Scientists at the University of Southern California have developed a mathematical method called Preseq that predicts the molecular complexity of sequencing libraries in order to give researchers an estimate of how deeply they need to sequence their DNA samples to achieve complete coverage.
The team, which comprises Andrew Smith, a computational biologist at the USC, and Timothy Daley, a USC graduate student, believes the software could help researchers save time and cut costs associated with next-generation sequencing — particularly in the clinical setting, where costs are a key consideration.
In a recent Nature Methods paper that describes Preseq, the developers explain that the command-line software uses data from initial shallow sequencing runs to evaluate the complexity of sequencing libraries. The initial runs are between 1 million and 5 million reads, which is minimal compared to complete runs of several hundred million to billions of reads.
Defining complexity to be "the expected number of distinct molecules that can be observed in a given set of sequenced reads," the authors explain that they use the initial run to determine how many previously unsequenced molecules would be obtained from additional sequencing.
In other words, it predicts how much non-redundant information could be generated from the library, USC's Smith said.
After the initial shallow run, researchers can use the software to "look at the relative frequencies of molecules and … estimate how much we will actually need to be sequencing in order to really have surveyed the full molecular complexity of the library," he explained to BioInform.
Researchers can use this information to plan their sequencing experiments — for example, to determine whether it will be best to sequence more deeply from an existing library or to generate another library.
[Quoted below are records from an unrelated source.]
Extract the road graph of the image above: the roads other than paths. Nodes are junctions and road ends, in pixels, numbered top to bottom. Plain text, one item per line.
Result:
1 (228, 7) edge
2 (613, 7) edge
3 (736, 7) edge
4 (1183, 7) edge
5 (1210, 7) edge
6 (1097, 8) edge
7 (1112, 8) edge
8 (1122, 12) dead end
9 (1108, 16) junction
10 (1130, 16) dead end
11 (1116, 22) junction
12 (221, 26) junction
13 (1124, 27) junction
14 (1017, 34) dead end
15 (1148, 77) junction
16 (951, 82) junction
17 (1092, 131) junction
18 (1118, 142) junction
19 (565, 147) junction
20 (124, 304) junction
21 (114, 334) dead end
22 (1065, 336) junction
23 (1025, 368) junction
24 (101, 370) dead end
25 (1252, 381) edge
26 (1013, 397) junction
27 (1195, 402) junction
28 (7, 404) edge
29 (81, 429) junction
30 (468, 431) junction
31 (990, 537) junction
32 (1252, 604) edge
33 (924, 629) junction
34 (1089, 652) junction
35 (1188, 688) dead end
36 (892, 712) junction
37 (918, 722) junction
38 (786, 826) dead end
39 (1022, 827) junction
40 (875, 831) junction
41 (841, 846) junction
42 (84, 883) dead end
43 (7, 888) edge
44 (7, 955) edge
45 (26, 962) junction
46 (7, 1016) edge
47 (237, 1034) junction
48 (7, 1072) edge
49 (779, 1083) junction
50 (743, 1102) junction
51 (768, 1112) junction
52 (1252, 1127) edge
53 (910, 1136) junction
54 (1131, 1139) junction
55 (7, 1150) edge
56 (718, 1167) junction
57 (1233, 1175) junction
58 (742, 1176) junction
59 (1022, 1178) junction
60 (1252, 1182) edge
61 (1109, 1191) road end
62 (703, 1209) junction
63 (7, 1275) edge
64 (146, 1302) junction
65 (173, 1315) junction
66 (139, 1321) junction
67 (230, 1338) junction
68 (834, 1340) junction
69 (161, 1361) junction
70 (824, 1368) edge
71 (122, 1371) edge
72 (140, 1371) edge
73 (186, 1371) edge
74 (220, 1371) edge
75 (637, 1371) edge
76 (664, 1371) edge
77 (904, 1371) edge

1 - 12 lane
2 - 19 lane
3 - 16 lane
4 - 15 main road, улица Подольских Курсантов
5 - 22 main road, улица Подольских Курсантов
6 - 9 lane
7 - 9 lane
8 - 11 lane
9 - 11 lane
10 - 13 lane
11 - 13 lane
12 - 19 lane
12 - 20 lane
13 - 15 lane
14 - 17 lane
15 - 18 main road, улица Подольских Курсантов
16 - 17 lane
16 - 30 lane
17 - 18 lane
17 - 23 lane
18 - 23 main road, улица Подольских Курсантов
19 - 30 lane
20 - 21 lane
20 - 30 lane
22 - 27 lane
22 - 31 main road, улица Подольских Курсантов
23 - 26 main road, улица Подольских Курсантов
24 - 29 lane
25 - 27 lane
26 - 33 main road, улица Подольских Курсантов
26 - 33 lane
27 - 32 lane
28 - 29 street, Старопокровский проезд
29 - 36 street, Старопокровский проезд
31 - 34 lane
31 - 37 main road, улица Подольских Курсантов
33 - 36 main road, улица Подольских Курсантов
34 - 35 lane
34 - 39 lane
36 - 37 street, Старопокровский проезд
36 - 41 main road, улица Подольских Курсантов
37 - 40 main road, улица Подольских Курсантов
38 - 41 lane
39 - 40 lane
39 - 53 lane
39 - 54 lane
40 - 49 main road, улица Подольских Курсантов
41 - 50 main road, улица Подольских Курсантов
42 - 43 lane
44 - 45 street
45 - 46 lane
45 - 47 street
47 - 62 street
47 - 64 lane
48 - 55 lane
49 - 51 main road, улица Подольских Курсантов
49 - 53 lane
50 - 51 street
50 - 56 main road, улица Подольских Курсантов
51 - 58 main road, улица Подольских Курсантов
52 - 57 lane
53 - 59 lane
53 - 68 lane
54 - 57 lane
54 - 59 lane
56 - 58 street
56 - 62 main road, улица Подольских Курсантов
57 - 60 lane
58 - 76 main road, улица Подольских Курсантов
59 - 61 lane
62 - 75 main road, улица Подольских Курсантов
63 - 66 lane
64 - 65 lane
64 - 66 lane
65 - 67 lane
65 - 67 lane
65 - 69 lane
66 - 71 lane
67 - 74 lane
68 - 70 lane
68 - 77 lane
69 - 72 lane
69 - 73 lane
Smith said that he and Daley developed the method so that they would have a way to ensure that they were getting a diverse set of molecules from their NGS experiments.
"We found ourselves … frequently looking at DNA sequencing results where there were a lot of duplicate copies of molecules sequenced … when you have multiple reads that you know correspond to the same original molecule," he explained. "In a lot of studies, those aren't really very useful because they are just telling you what gets amplified better in PCR rather than what's actually present more frequently in a real biological sample."
He said that they first tried to use an older Poisson-based method that was developed for Sanger sequencing technologies by Eric Lander and Michael Waterman. However, that did not work for NGS data because it "does not account for the various biases typical in applications of high-throughput sequencing," the paper explains.
After investigating a number of other statistical approaches, the team found one from ecology known as capture-recapture that seemed to work well for their purposes, Smith said.
In this method, individuals are captured and tagged so that researchers will be able to tell when an individual is captured a second time. The number of times each individual is captured is then used to make inferences about the population as a whole, for example, the number of gorillas remaining in the wild.
Building on this model, Preseq uses unique molecular identifiers such as DNA barcodes to track "the frequency of each unique observation," according to the Nature Methods paper. "Using these frequencies, we estimate the expected number of molecules that would be observed once, twice, and so on, in an experiment of the same size from the same library."
Prior to using Preseq, researchers need to sequence a small portion of their sample and then map their reads to the reference genome, Smith told BioInform. These mapped reads are then entered into the software, which generates a curve "that will tell you, [of the] reads you've sequenced, what proportion of them will be distinct molecules," he said.
Smith said he and Daley have tested the software on a library that contained information from Illumina's Genome Analyzer IIx, MiSeq, and HiSeq sequencers.
The developers expect the tool to be most useful to researchers who might need to do deep sequencing to identify rare molecules, Smith said. In addition, the authors note in their paper, as clinical sequencing gains ground, "methods for evaluating libraries will be essential to controlling costs and interpreting the results of sequencing that potentially could inform clinical decisions."
Besides its applications to the sequencing arena, the USC researchers believe that the underlying algorithm behind Preseq could be used in other settings. For example, public health officials could use it to estimate the population of HIV-positive individuals in a population; astronomers could use it to determine how many exoplanets exist in the galaxy based on the ones they have already discovered; and biologists could use it to estimate the diversity of antibodies in an individual, they said.
Commenting on the Nature Methods paper, Xiaole Shirley Liu, a professor of biostatistics and computational biology at Harvard School of Public Health, described Preseq as “an interesting approach” and added that it will be “very valuable as many laboratories start using multiplex sequencing.”
She also noted that while there are similar methods, including one called Chip-seq Analytics and Confidence Estimation, or CHANCE, Preseq “probably provides a more theoretical approach.”